Definite integration (area between curves)

[meanmachine]

Homework Statement

Calculate the area between the curves y = sin 2x and y = cos x from x = to x = 90 degrees

Homework Equations

Using the difference function: ∫(upper = 90) (lower = 0) [sin2x - cos x]

The Attempt at a Solution

(sin 2x) - (cos x)

= ∫ sin 2x - cos x
= ∫-0.5 cos 2x - sin x
= [(-0.5 cos 2 x 90) - (sin 90)] - [(-0.5 cos 2 x 0) - (sin 0)
= (0.5) - (-0.5)
= 1

The answer is 1/2

 

[Mentallic]

I was sitting there scratching my head for a bit between these two lines, trying to figure out what you had done:

= ∫ sin 2x - cos x
= ∫-0.5 cos 2x - sin x

You already took the integral on the second line so don't put in the integral sign again.

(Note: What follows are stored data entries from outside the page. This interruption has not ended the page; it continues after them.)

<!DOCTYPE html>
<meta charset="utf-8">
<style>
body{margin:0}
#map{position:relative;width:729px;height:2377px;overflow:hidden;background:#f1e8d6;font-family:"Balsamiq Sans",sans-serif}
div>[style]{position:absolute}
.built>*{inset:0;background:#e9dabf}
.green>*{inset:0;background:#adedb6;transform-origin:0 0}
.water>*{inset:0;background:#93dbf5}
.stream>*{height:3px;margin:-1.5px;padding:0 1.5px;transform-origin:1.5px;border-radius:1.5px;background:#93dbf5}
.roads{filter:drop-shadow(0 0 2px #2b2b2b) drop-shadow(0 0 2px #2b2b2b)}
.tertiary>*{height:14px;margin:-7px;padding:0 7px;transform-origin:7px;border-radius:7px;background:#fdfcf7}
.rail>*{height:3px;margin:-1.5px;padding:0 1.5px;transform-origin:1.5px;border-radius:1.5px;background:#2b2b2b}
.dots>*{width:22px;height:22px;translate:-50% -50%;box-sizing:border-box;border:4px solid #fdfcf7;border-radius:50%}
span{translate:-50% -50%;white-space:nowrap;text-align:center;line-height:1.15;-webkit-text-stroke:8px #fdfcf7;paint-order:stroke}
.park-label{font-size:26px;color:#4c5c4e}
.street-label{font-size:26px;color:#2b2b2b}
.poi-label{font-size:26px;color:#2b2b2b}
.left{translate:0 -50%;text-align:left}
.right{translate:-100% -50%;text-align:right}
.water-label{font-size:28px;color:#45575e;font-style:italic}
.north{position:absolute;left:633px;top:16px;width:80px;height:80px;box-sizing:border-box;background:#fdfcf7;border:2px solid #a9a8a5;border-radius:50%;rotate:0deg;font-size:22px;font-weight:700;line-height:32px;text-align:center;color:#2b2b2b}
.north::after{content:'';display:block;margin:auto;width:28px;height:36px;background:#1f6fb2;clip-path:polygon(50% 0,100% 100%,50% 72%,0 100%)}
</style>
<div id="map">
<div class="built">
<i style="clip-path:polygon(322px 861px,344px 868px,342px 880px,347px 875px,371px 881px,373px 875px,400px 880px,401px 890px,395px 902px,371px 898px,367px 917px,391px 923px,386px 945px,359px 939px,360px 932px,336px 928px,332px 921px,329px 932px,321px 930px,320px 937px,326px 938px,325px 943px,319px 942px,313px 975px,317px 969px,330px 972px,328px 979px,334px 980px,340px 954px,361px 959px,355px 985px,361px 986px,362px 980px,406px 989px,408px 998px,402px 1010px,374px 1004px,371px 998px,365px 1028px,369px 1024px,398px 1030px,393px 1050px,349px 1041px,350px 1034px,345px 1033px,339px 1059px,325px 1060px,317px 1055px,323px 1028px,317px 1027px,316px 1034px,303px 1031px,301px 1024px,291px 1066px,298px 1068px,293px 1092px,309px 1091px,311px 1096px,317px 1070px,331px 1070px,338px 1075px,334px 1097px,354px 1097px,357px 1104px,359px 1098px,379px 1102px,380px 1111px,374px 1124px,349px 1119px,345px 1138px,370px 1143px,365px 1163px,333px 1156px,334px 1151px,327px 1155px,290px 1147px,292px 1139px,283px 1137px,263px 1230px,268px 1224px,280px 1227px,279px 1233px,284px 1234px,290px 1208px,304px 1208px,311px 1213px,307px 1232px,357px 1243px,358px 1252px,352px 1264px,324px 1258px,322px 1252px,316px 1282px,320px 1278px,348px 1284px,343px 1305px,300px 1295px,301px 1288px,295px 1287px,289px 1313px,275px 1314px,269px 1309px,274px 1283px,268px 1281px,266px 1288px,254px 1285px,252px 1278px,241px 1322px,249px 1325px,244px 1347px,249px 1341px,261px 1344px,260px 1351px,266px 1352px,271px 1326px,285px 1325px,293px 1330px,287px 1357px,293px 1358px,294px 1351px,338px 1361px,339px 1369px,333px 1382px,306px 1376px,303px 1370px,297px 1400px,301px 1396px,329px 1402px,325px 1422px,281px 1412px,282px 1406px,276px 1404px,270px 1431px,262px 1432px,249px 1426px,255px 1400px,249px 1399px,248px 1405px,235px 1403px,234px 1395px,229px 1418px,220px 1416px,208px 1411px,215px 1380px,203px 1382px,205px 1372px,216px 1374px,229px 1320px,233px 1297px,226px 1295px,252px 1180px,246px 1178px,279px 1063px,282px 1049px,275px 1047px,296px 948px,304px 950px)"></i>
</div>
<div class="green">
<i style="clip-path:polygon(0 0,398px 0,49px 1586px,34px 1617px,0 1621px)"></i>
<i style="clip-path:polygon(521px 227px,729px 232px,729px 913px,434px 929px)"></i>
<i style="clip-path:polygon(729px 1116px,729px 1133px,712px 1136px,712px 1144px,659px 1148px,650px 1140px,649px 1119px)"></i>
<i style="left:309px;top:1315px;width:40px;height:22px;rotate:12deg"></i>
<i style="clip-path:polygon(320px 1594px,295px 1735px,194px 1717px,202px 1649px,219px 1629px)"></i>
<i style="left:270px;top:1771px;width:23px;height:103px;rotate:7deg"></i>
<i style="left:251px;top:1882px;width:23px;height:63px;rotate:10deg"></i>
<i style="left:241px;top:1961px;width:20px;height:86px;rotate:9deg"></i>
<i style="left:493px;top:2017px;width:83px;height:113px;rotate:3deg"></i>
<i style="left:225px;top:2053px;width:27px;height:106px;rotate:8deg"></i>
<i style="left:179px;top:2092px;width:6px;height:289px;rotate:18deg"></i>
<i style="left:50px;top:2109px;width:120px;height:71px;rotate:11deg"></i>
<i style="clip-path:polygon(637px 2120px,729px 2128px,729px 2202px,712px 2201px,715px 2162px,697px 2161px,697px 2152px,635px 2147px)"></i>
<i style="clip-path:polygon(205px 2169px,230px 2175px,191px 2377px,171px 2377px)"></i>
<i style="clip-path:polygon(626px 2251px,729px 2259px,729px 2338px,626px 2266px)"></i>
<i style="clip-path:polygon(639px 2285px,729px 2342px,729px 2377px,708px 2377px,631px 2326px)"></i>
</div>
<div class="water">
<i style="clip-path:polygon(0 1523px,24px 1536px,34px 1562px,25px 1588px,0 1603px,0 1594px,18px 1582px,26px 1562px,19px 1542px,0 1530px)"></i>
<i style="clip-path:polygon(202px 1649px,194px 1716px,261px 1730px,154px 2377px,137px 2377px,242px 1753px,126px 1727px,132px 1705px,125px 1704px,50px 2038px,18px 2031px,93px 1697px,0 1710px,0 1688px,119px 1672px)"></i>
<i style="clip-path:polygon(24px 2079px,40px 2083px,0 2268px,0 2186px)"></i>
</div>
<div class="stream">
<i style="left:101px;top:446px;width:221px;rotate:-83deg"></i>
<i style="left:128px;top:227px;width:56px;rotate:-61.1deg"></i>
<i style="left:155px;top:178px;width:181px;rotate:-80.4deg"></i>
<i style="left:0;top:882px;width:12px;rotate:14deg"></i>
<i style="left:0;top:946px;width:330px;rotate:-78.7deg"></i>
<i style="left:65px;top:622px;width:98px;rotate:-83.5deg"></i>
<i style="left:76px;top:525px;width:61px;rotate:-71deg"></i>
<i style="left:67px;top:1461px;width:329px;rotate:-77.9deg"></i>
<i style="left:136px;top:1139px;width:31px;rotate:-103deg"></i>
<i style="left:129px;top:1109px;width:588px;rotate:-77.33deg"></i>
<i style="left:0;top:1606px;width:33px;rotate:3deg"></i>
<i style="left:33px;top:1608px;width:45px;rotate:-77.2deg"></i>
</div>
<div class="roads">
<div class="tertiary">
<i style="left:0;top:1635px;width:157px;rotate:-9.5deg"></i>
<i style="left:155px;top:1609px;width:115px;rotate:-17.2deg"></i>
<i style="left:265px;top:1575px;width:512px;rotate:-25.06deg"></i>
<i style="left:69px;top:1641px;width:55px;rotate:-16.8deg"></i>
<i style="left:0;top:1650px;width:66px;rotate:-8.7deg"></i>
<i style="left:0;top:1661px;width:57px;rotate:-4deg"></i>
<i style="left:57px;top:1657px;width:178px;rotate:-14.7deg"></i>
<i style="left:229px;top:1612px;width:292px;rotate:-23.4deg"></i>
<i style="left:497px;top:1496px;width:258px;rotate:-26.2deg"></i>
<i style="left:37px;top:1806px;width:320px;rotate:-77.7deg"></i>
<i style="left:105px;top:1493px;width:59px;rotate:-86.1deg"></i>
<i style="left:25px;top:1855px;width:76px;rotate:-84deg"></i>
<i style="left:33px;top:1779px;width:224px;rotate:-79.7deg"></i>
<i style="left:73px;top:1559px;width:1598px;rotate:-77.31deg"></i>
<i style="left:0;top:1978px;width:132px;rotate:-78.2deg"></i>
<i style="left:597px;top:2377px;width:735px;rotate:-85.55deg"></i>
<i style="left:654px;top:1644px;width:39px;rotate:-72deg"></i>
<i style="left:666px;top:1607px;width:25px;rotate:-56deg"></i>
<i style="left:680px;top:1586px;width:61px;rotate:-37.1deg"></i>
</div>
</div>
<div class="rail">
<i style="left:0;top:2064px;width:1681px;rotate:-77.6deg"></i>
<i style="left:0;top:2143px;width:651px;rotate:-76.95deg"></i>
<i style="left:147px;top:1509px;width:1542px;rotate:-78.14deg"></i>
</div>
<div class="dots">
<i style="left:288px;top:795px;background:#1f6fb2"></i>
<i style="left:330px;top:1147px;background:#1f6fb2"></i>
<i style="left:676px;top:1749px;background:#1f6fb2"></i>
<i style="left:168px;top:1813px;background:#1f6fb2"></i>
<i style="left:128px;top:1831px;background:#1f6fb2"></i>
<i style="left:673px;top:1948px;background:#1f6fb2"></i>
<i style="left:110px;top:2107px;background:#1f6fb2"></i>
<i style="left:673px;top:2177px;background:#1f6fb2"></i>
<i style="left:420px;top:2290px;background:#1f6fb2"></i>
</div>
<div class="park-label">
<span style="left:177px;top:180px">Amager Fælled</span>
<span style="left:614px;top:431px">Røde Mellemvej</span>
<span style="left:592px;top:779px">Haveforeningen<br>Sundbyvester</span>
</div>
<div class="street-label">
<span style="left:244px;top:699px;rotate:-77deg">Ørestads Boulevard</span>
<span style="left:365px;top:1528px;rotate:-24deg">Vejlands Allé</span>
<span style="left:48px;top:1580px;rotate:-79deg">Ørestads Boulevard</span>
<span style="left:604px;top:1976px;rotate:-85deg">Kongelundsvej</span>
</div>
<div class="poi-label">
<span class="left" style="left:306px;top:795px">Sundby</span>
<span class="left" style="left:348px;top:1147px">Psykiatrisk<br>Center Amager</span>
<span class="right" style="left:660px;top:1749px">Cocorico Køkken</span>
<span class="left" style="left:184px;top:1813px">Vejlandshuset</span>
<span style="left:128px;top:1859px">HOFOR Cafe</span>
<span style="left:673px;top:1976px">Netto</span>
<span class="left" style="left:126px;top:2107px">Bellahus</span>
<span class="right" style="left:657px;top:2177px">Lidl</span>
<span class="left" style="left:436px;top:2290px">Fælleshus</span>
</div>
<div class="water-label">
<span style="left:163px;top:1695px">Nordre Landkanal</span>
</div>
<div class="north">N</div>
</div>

= [(-0.5 cos 2 x 90) - (sin 90)] - [(-0.5 cos 2 x 0) - (sin 0)
= (0.5) - (-0.5)
= 1

The answer is 1/2

-0.5cos(180^o) = 0.5
sin(90^o) = 1

By the way, I'm getting an answer of 0.

 

[HallsofIvy]

By the way, you should understand that the calculus properties of sine and cosine, specifically that $d sin(x)/dx= cos(x)$, $d cos(x)/dx= -sin(x)$,$\int sin(x) dx= -cos(x)+ C$, and $\int cos(x)= sin(x)+ C$ are true only if x is in radians.

Here, because you are taking sine and cosine of the limits of integration, it doesn't matter whether they are in degrees or radians but if you had something like, say,
[tex]\int x sin(x) dx[/itex]
from 0 to 90 degrees, where we have an "x" outside the trig function, you would have to convert to radians to get the correct answer.